▶ [Task goal]: In this data, count the lines in which "Veilchenweg" appears and give only that number.
*** Extracted entries ***
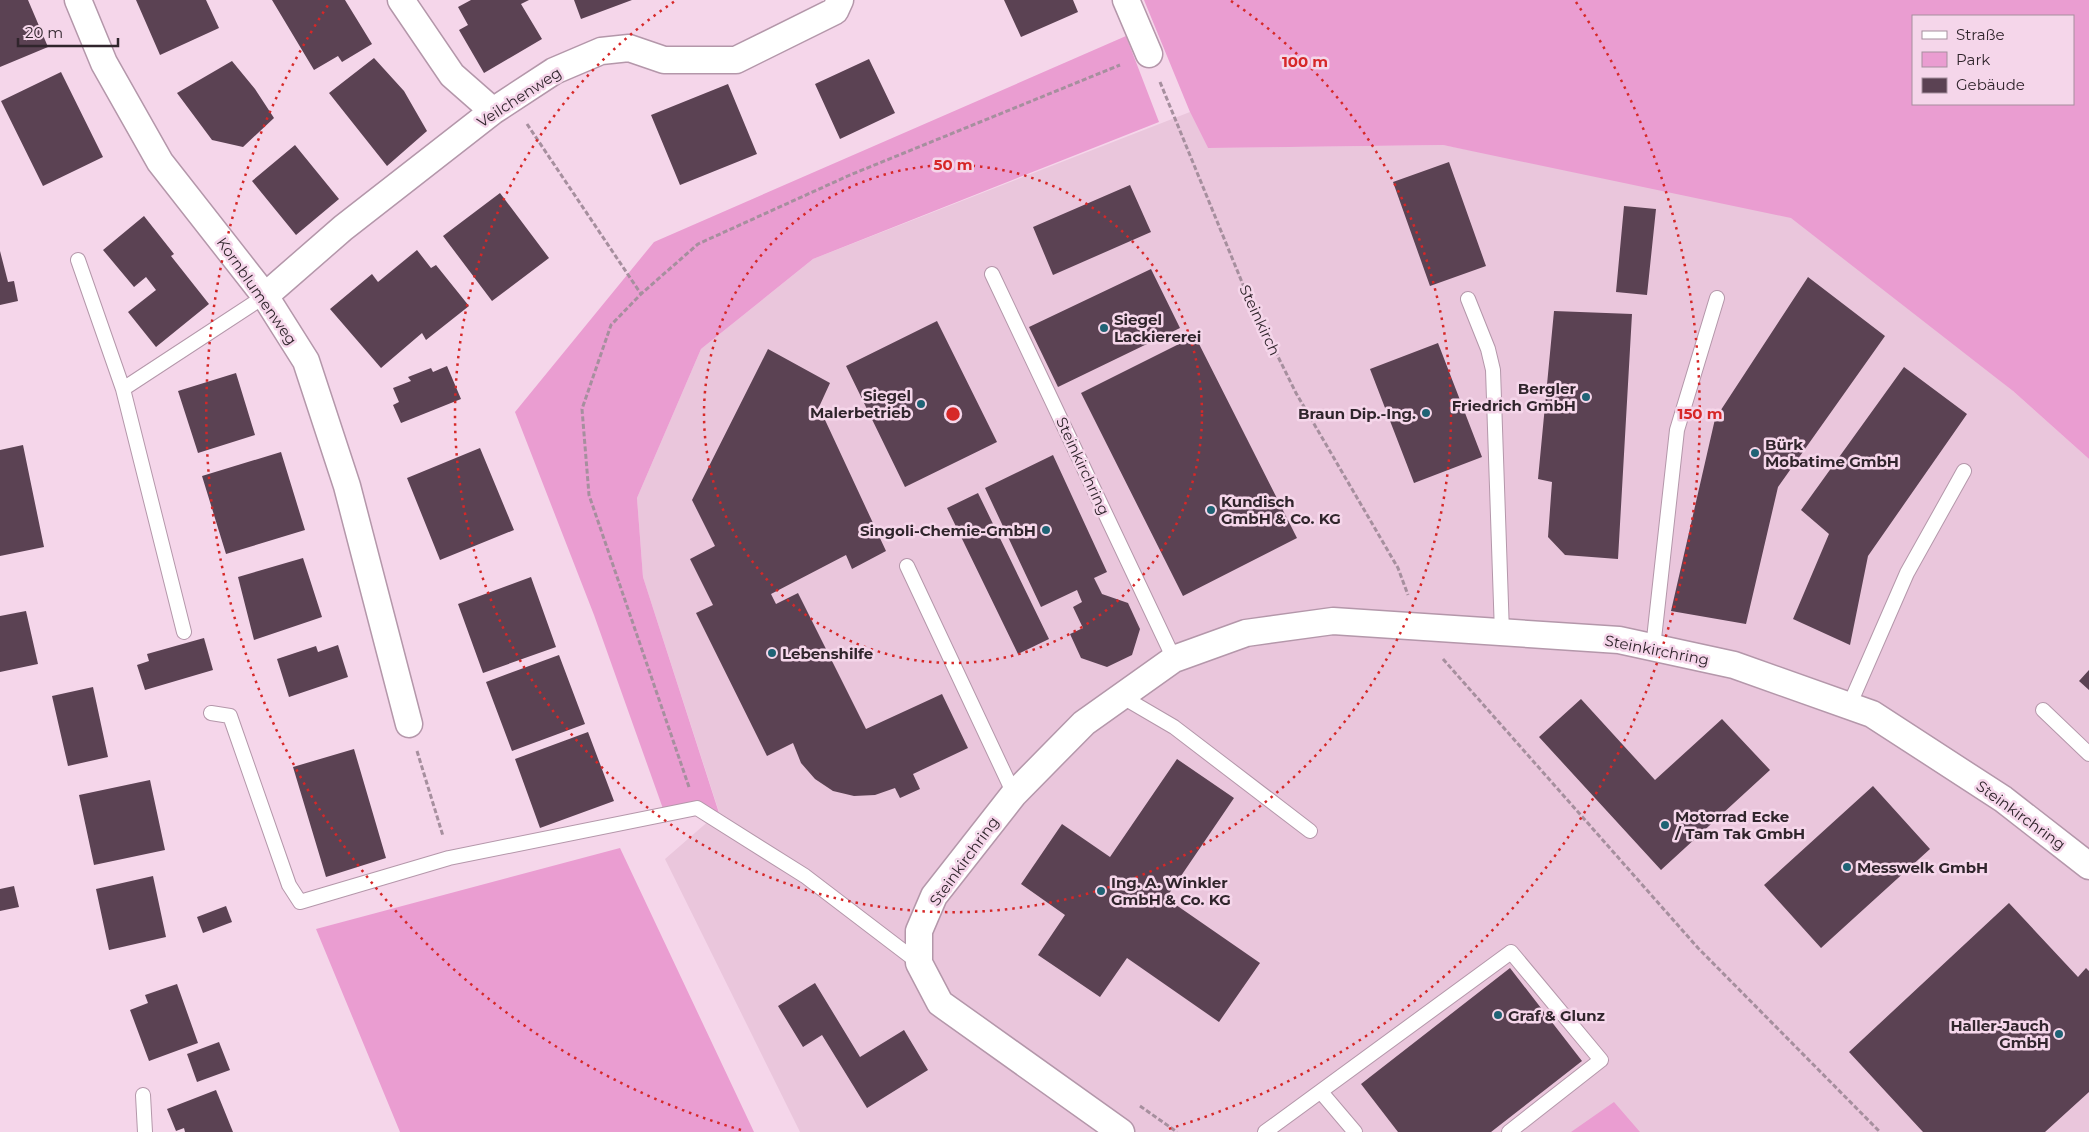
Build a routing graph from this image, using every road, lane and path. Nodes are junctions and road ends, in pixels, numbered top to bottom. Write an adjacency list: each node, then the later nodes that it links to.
1 (78, 0): 10 (street, Kornblumenweg)
2 (402, 0): 6 (street)
3 (840, 0): 6 (street, Veilchenweg)
4 (1126, 0): 5 (street)
5 (1149, 54): 9 (path); 16 (path, Steinkirch)
6 (502, 105): 9 (path); 10 (street, Veilchenweg)
7 (78, 260): 13 (lane)
8 (992, 274): 20 (lane, Steinkirchring)
9 (641, 294): 28 (path)
10 (265, 296): 13 (lane); 25 (street, Kornblumenweg)
11 (1718, 298): 19 (lane)
12 (1468, 299): 18 (lane)
13 (123, 389): 17 (lane)
14 (1964, 471): 22 (lane)
15 (907, 566): 27 (lane)
16 (1420, 627): 18 (street, Steinkirchring); 20 (street, Steinkirchring); 40 (path, Steinkirch)
17 (184, 632)
18 (1502, 633): 19 (street, Steinkirchring)
19 (1653, 648): 22 (street, Steinkirchring)
20 (1174, 659): 21 (street, Steinkirchring)
21 (1121, 696): 27 (street, Steinkirchring); 29 (lane)
22 (1850, 706): 31 (street, Steinkirchring)
23 (2043, 710): 26 (lane)
24 (212, 713): 30 (lane)
25 (410, 724): 30 (path)
26 (2089, 754)
27 (1014, 794): 32 (street, Steinkirchring)
28 (697, 808): 30 (lane); 32 (lane)
29 (1310, 831)
30 (449, 858)
31 (2089, 866)
32 (919, 962): 36 (street, Steinkirchring)
33 (1321, 1092): 37 (lane); 38 (lane); 39 (lane)
34 (143, 1095): 35 (lane)
35 (145, 1132)
36 (1121, 1132)
37 (1265, 1132)
38 (1355, 1132)
39 (1509, 1132)
40 (1880, 1132)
***
▶ [Completed task]: 2